Input |
____

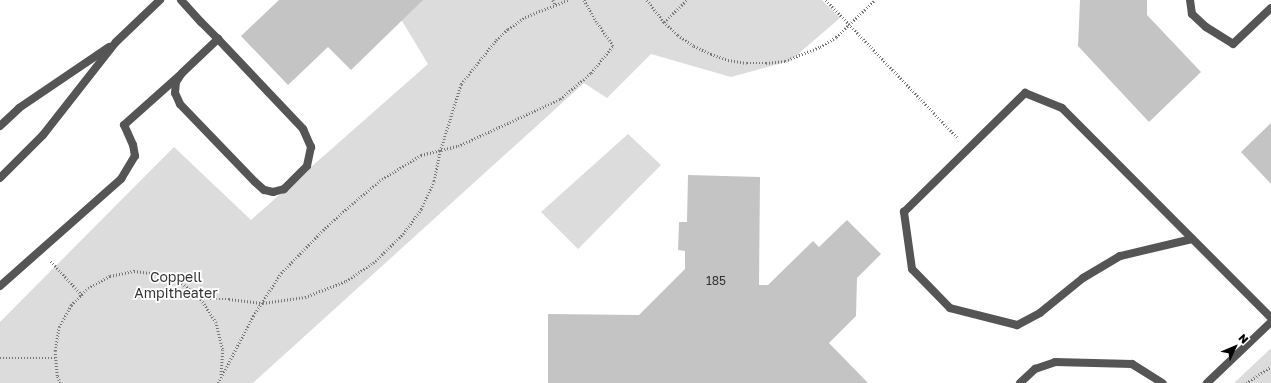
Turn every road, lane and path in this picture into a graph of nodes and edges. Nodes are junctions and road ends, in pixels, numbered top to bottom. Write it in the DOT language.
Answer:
graph roads {
  1 [pos="160,0"];
  2 [pos="181,0"];
  3 [pos="554,0"];
  4 [pos="568,0"];
  5 [pos="584,0"];
  6 [pos="647,0"];
  7 [pos="687,0"];
  8 [pos="826,0"];
  9 [pos="875,0"];
  10 [pos="1190,0"];
  11 [pos="555,5"];
  12 [pos="1271,8"];
  13 [pos="664,22"];
  14 [pos="850,25"];
  15 [pos="218,39"];
  16 [pos="116,42"];
  17 [pos="182,73"];
  18 [pos="0,126"];
  19 [pos="968,149"];
  20 [pos="440,150"];
  21 [pos="0,178"];
  22 [pos="1192,239"];
  23 [pos="41,250"];
  24 [pos="0,286"];
  25 [pos="82,295"];
  26 [pos="201,299"];
  27 [pos="263,302"];
  28 [pos="1271,318"];
  29 [pos="1271,322"];
  30 [pos="0,358"];
  31 [pos="55,358"];
  32 [pos="1271,367"];
  33 [pos="220,378"];
  34 [pos="60,383"];
  35 [pos="218,383"];
  36 [pos="1020,383"];
  37 [pos="1162,383"];
  38 [pos="1207,383"];
  39 [pos="1246,383"];
  1 -- 16 [label="street"];
  2 -- 15 [label="street"];
  3 -- 11 [label="path"];
  4 -- 11 [label="path"];
  5 -- 20 [label="path"];
  6 -- 13 [label="path"];
  7 -- 13 [label="path"];
  8 -- 14 [label="path"];
  9 -- 14 [label="path"];
  10 -- 12 [label="street"];
  11 -- 20 [label="path"];
  13 -- 14 [label="path"];
  14 -- 19 [label="path"];
  15 -- 17 [label="street"];
  15 -- 17 [label="street"];
  16 -- 18 [label="street"];
  16 -- 21 [label="street"];
  17 -- 23 [label="street"];
  19 -- 22 [label="street"];
  19 -- 22 [label="street"];
  20 -- 27 [label="path"];
  20 -- 27 [label="path"];
  22 -- 28 [label="street"];
  23 -- 24 [label="street"];
  23 -- 25 [label="path"];
  25 -- 26 [label="path"];
  25 -- 31 [label="path"];
  26 -- 27 [label="path"];
  26 -- 33 [label="path"];
  27 -- 33 [label="path"];
  29 -- 38 [label="street"];
  30 -- 31 [label="path"];
  31 -- 34 [label="path"];
  32 -- 39 [label="path"];
  33 -- 35 [label="path"];
  36 -- 37 [label="street"];
}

____

What the task asks |
Produce a verbatim transcription of every line in the listing, images omitted.

Response area |
Turn every road, lane and path in this picture into a graph of nodes and edges. Nodes are junctions and road ends, in pixels, numbered top to bottom. Write it in the DOT language.
Answer:
graph roads {
  1 [pos="160,0"];
  2 [pos="181,0"];
  3 [pos="554,0"];
  4 [pos="568,0"];
  5 [pos="584,0"];
  6 [pos="647,0"];
  7 [pos="687,0"];
  8 [pos="826,0"];
  9 [pos="875,0"];
  10 [pos="1190,0"];
  11 [pos="555,5"];
  12 [pos="1271,8"];
  13 [pos="664,22"];
  14 [pos="850,25"];
  15 [pos="218,39"];
  16 [pos="116,42"];
  17 [pos="182,73"];
  18 [pos="0,126"];
  19 [pos="968,149"];
  20 [pos="440,150"];
  21 [pos="0,178"];
  22 [pos="1192,239"];
  23 [pos="41,250"];
  24 [pos="0,286"];
  25 [pos="82,295"];
  26 [pos="201,299"];
  27 [pos="263,302"];
  28 [pos="1271,318"];
  29 [pos="1271,322"];
  30 [pos="0,358"];
  31 [pos="55,358"];
  32 [pos="1271,367"];
  33 [pos="220,378"];
  34 [pos="60,383"];
  35 [pos="218,383"];
  36 [pos="1020,383"];
  37 [pos="1162,383"];
  38 [pos="1207,383"];
  39 [pos="1246,383"];
  1 -- 16 [label="street"];
  2 -- 15 [label="street"];
  3 -- 11 [label="path"];
  4 -- 11 [label="path"];
  5 -- 20 [label="path"];
  6 -- 13 [label="path"];
  7 -- 13 [label="path"];
  8 -- 14 [label="path"];
  9 -- 14 [label="path"];
  10 -- 12 [label="street"];
  11 -- 20 [label="path"];
  13 -- 14 [label="path"];
  14 -- 19 [label="path"];
  15 -- 17 [label="street"];
  15 -- 17 [label="street"];
  16 -- 18 [label="street"];
  16 -- 21 [label="street"];
  17 -- 23 [label="street"];
  19 -- 22 [label="street"];
  19 -- 22 [label="street"];
  20 -- 27 [label="path"];
  20 -- 27 [label="path"];
  22 -- 28 [label="street"];
  23 -- 24 [label="street"];
  23 -- 25 [label="path"];
  25 -- 26 [label="path"];
  25 -- 31 [label="path"];
  26 -- 27 [label="path"];
  26 -- 33 [label="path"];
  27 -- 33 [label="path"];
  29 -- 38 [label="street"];
  30 -- 31 [label="path"];
  31 -- 34 [label="path"];
  32 -- 39 [label="path"];
  33 -- 35 [label="path"];
  36 -- 37 [label="street"];
}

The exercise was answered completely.